Lexington, Virginia • April 28, 2011
Marsha McSpadden, of Tuscaloosa, Ala., is the winner of the first annual Bevel Summers Prize for the Short Short Story awarded by Shenandoah: The Washington and Lee University Review. The prize of $250 is given to a piece of original fiction of 1,000 words or fewer.
"Over 200 stories from 32 states and four foreign countries were submitted for this inaugural prize," said Shenandoah editor R. T. Smith, "and McSpadden's story, ‘Facsimile in Boots,' was chosen as the best of 10 finalists."
It will be published in the first on-line issue of Shenandoah, due to appear this September with the remaining finalists' stories published in the second on-line edition in February 2012.
Praising McSpadden's story, Smith said, "It's a chillingly quiet meditation by one woman seeing her former seducer slyly display his next victim. The whole brief piece is permeated with the menace of this sentence, ‘I know the heat of his breath, how the words warm with innovation.'"
McSpadden holds an M.F.A. in fiction from the University of Memphis.

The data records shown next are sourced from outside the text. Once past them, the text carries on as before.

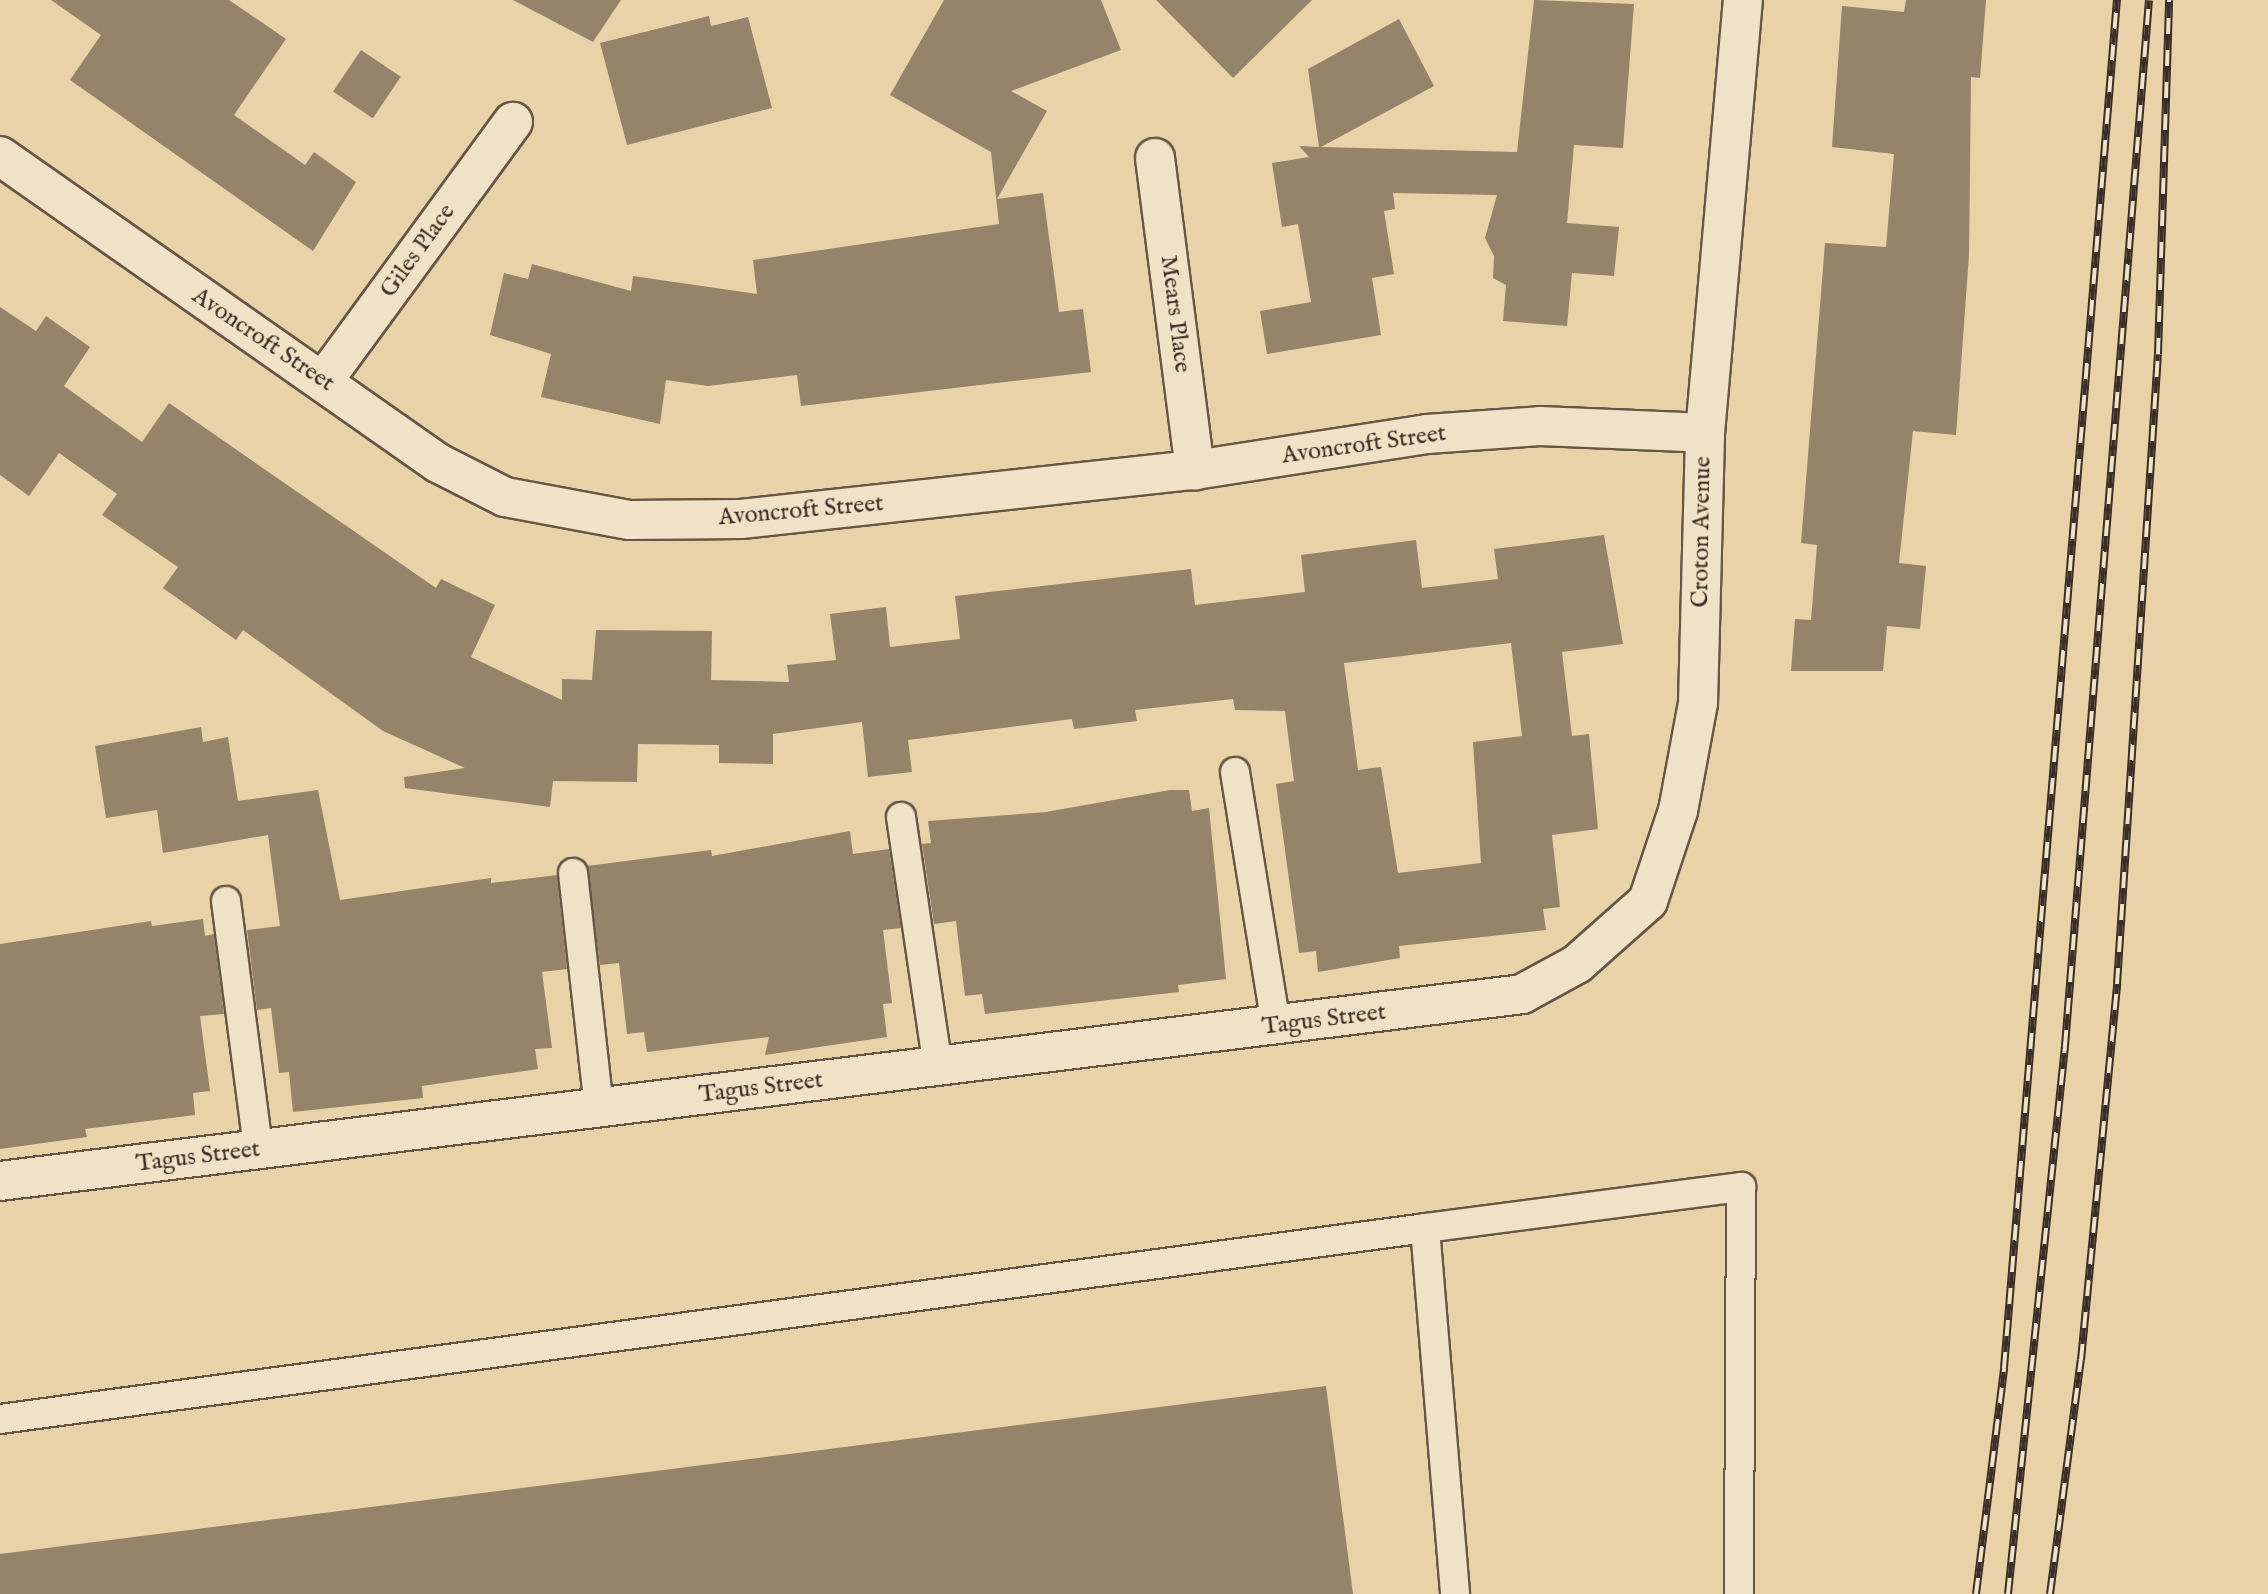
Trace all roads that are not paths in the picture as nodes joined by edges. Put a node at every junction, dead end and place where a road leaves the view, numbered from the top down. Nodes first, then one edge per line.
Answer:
1 (1743, 0) edge
2 (513, 122) dead end
3 (0, 156) edge
4 (1155, 158) dead end
5 (324, 380) junction
6 (1704, 433) junction
7 (1195, 470) junction
8 (1234, 772) dead end
9 (901, 817) dead end
10 (573, 873) dead end
11 (226, 901) dead end
12 (1522, 994) joint
13 (1276, 1026) junction
14 (938, 1067) junction
15 (599, 1108) junction
16 (258, 1149) junction
17 (0, 1181) edge
18 (1425, 1228) junction
19 (0, 1419) edge
20 (1455, 1594) edge
21 (1739, 1594) edge

1 - 6 street, Croton Avenue
2 - 5 street, Giles Place
3 - 5 street, Avoncroft Street
4 - 7 street, Mears Place
5 - 7 street, Avoncroft Street
6 - 7 street, Avoncroft Street
6 - 12 street, Croton Avenue
8 - 13 lane
9 - 14 lane
10 - 15 lane
11 - 16 lane
12 - 13 street, Tagus Street
13 - 14 street, Tagus Street
14 - 15 street, Tagus Street
15 - 16 street, Tagus Street
16 - 17 street, Tagus Street
18 - 19 lane
18 - 20 lane
18 - 21 lane

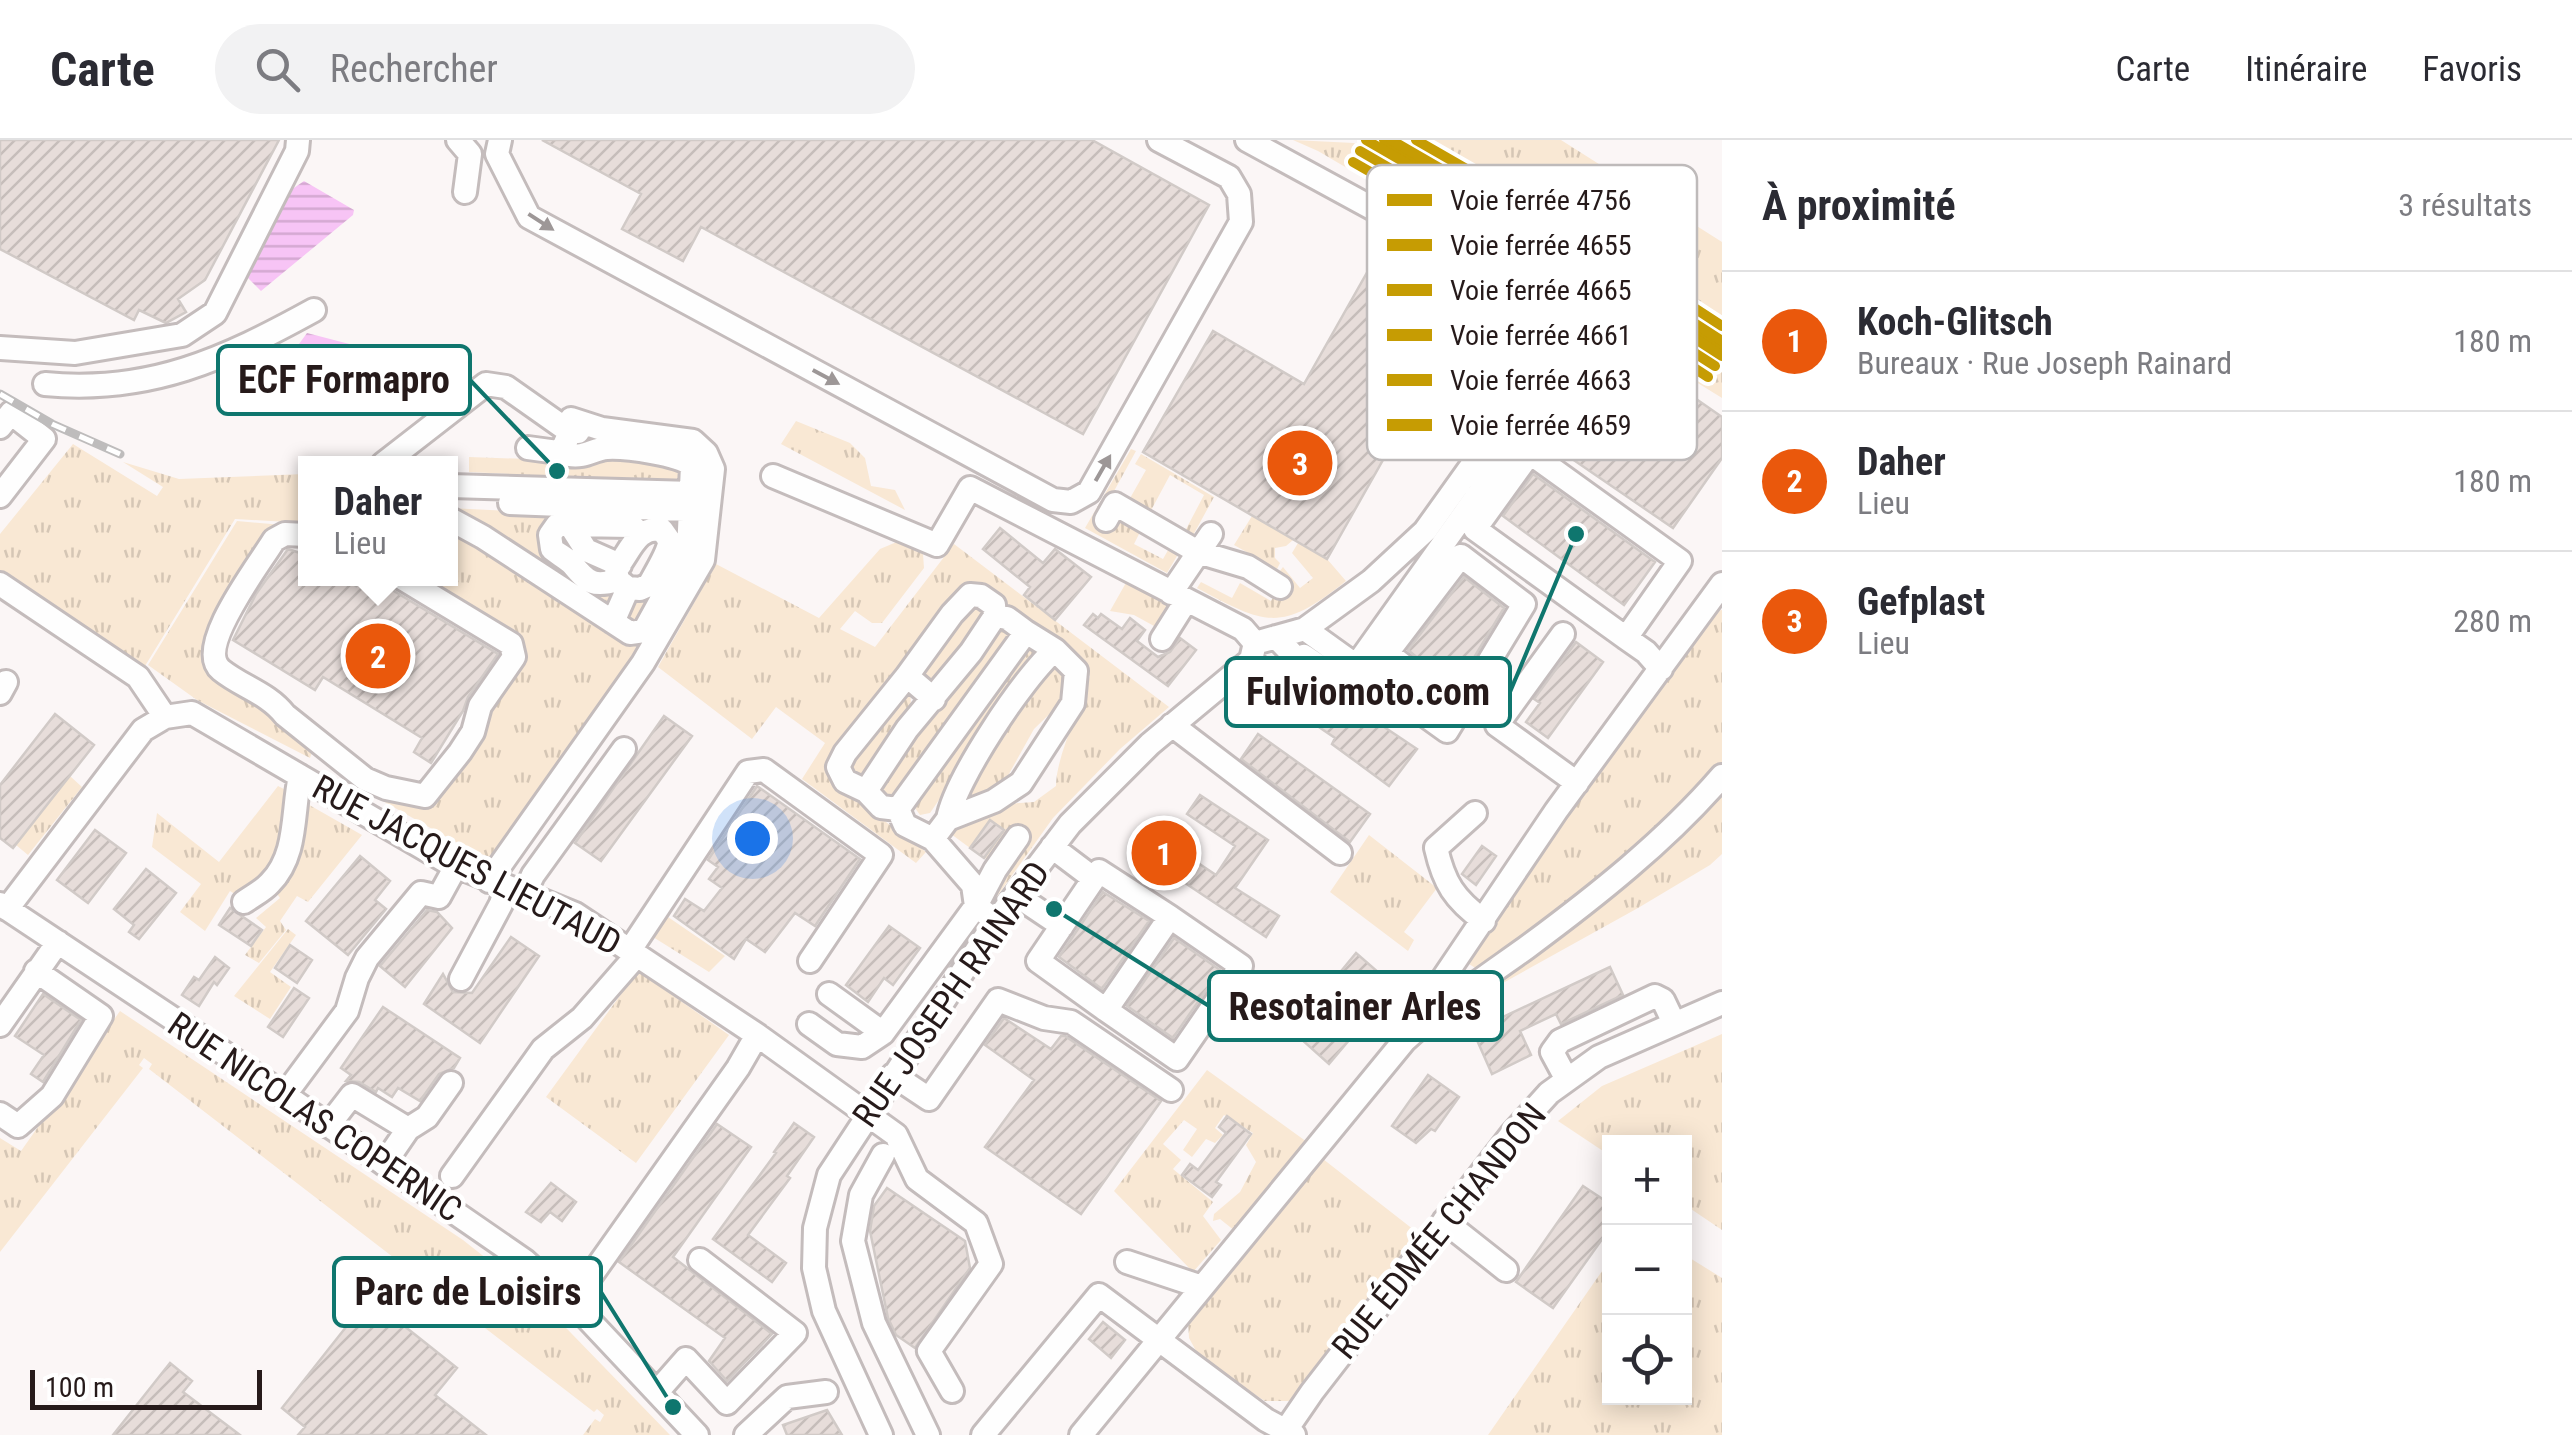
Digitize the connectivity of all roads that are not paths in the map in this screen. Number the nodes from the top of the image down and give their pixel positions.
1 (298, 140) edge
2 (458, 140) edge
3 (500, 140) edge
4 (1158, 140) edge
5 (1247, 140) edge
6 (465, 192) dead end
7 (1367, 205) edge
8 (314, 310) dead end
9 (0, 348) edge
10 (45, 384) dead end
11 (1, 424) edge
12 (567, 438) junction
13 (528, 448) dead end
14 (393, 456) edge
15 (1475, 460) edge
16 (1502, 460) edge
17 (1525, 460) edge
18 (1540, 460) edge
19 (773, 476) dead end
20 (458, 487) edge
21 (0, 496) edge
22 (458, 501) edge
23 (691, 502) junction
24 (1106, 520) dead end
25 (458, 524) edge
26 (640, 532) junction
27 (298, 535) edge
28 (1205, 543) junction
29 (622, 577) junction
30 (0, 584) edge
31 (1722, 584) edge
32 (415, 586) edge
33 (1280, 587) dead end
34 (1179, 597) junction
35 (1714, 603) edge
36 (995, 616) junction
37 (613, 622) junction
38 (1305, 629) junction
39 (1026, 632) junction
40 (1562, 634) dead end
41 (1626, 638) junction
42 (1162, 639) dead end
43 (1265, 640) junction
44 (1054, 650) junction
45 (1356, 666) junction
46 (1661, 668) junction
47 (907, 676) junction
48 (1442, 696) dead end
49 (934, 699) junction
50 (1387, 712) dead end
51 (166, 717) junction
52 (1172, 726) junction
53 (624, 749) dead end
54 (338, 756) junction
55 (300, 776) junction
56 (1722, 776) edge
57 (1577, 783) junction
58 (321, 789) junction
59 (866, 791) junction
60 (898, 809) junction
61 (1475, 813) dead end
62 (948, 819) junction
63 (1018, 837) dead end
64 (932, 840) junction
65 (1052, 847) junction
66 (1340, 853) dead end
67 (456, 866) junction
68 (1093, 878) junction
69 (507, 887) junction
70 (1016, 895) junction
71 (244, 902) dead end
72 (976, 906) junction
73 (4, 907) edge
74 (1170, 918) junction
75 (996, 920) junction
76 (1484, 921) junction
77 (1062, 926) junction
78 (58, 942) junction
79 (634, 953) junction
80 (810, 960) dead end
81 (36, 971) junction
82 (461, 979) dead end
83 (829, 994) dead end
84 (1722, 1002) edge
85 (1106, 1010) junction
86 (1674, 1023) junction
87 (809, 1024) dead end
88 (0, 1026) edge
89 (883, 1033) junction
90 (757, 1035) junction
91 (1404, 1041) junction
92 (893, 1075) junction
93 (1566, 1078) junction
94 (451, 1083) dead end
95 (1171, 1090) dead end
96 (284, 1096) junction
97 (0, 1114) edge
98 (867, 1114) junction
99 (328, 1126) junction
100 (408, 1129) junction
101 (883, 1155) dead end
102 (384, 1164) junction
103 (452, 1176) dead end
104 (1444, 1221) junction
105 (700, 1260) dead end
106 (1126, 1262) dead end
107 (1506, 1270) dead end
108 (1202, 1287) junction
109 (572, 1304) junction
110 (870, 1308) junction
111 (832, 1327) junction
112 (1160, 1339) junction
113 (952, 1391) dead end
114 (658, 1392) junction
115 (826, 1392) dead end
116 (1290, 1433) edge
117 (697, 1435) edge
118 (746, 1435) edge
119 (881, 1435) edge
120 (928, 1435) edge
121 (983, 1435) edge
122 (1081, 1435) edge

1 - 9 street
2 - 6 street
3 -> 4 street
5 - 7 street
8 - 10 street
11 - 21 street
12 - 13 street
12 - 14 street
12 - 23 street
12 - 69 street
15 - 38 street
16 - 45 street
17 - 41 street
18 - 41 street
19 - 34 street
20 - 23 street
22 - 23 street
23 - 37 street
24 - 28 street
25 - 37 street
26 - 29 street
26 - 29 street
26 - 29 street
27 - 54 street
28 - 33 street
28 - 34 street
29 - 37 street
30 - 51 street
31 - 35 street
32 - 54 street
34 - 42 street
34 - 43 street
35 - 46 street
36 - 39 street
36 - 47 street
36 - 49 street
38 - 43 street
38 - 45 street
39 - 44 street
39 - 60 street
40 - 57 street
41 - 46 street
43 - 50 street
43 - 52 street, RUE JOSEPH RAINARD
44 - 62 street
44 - 62 street
45 - 48 street
46 - 57 street
47 - 49 street
47 - 59 street
49 - 59 street
51 - 55 street, RUE JACQUES LIEUTAUD
51 - 73 street
52 - 65 street, RUE JOSEPH RAINARD
52 - 66 street
53 - 69 street
54 - 58 street
55 - 58 street, RUE JACQUES LIEUTAUD
55 - 71 street
56 - 91 street
57 - 76 street
58 - 67 street, RUE JACQUES LIEUTAUD
59 - 60 street
60 - 64 street
61 - 76 street
62 - 64 street
63 - 72 street
64 - 72 street
65 - 68 street
65 - 70 street, RUE JOSEPH RAINARD
67 - 69 street, RUE JACQUES LIEUTAUD
67 - 96 street
68 - 74 street
68 - 77 street
69 - 79 street, RUE JACQUES LIEUTAUD
69 - 82 street
70 - 75 street, RUE JOSEPH RAINARD
70 - 77 street
72 - 75 street
72 - 89 street
73 - 78 street, RUE NICOLAS COPERNIC
74 - 85 street
74 - 85 street
75 - 92 street, RUE JOSEPH RAINARD
76 - 91 street
77 - 85 street
78 - 81 street
78 - 96 street, RUE NICOLAS COPERNIC
79 - 80 street
79 - 90 street, RUE JACQUES LIEUTAUD
79 - 103 street
81 - 88 street
81 - 97 street
83 - 89 street
84 - 86 street, RUE ÉDMÉE CHANDON
86 - 93 street, RUE ÉDMÉE CHANDON
86 - 93 street
87 - 89 street
90 - 98 street, RUE JACQUES LIEUTAUD
90 - 109 street
91 - 108 street
92 - 95 street
92 - 98 street, RUE JOSEPH RAINARD
93 - 104 street, RUE ÉDMÉE CHANDON
94 - 100 street
96 - 99 street, RUE NICOLAS COPERNIC
98 - 111 street, RUE JOSEPH RAINARD
98 - 113 street, RUE JACQUES LIEUTAUD
99 - 100 street
99 - 102 street, RUE NICOLAS COPERNIC
100 - 102 street
101 - 110 street
102 - 109 street, RUE NICOLAS COPERNIC
104 - 107 street
104 - 116 street, RUE ÉDMÉE CHANDON
105 - 114 street
106 - 108 street
108 - 112 street
109 - 114 street, RUE NICOLAS COPERNIC
110 - 111 street
110 - 120 street
111 - 119 street, RUE JOSEPH RAINARD
112 - 116 street
112 - 121 street
112 - 122 street
114 - 117 street, RUE NICOLAS COPERNIC
115 - 118 street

Her work has previously appeared in "The Missouri Review," "Jelly Bucket," "subTerrain" and "Quiddity." She teaches English composition and creative writing at the University of Alabama.
The other finalists were Amina Gautier, Sharon Hashimoto, Vera Korshunova, Jackson Lassiter, Laura Long, Kelly Luce, John Ruemmler, Leslie Tucker and Paul Weidknecht.
Shenandoah will award the Bevel Summers Prize again in 2012. Manuscripts will be considered from January 11 until the end of February. The entry fee for the contest is $2 per story, which should be sent with submissions to Shenandoah. Writers can submit up to three stories in one year. Entries should be accompanied by a self-addressed stamped envelope and sent c/o Bevel Summers/Shenandoah at Washington and Lee University in Lexington, VA 24450. The judge for next year will be Chris Gavaler, author of "School for Tricksters." Family, colleagues and friends of Gavaler will not be eligible for the 2012 prize.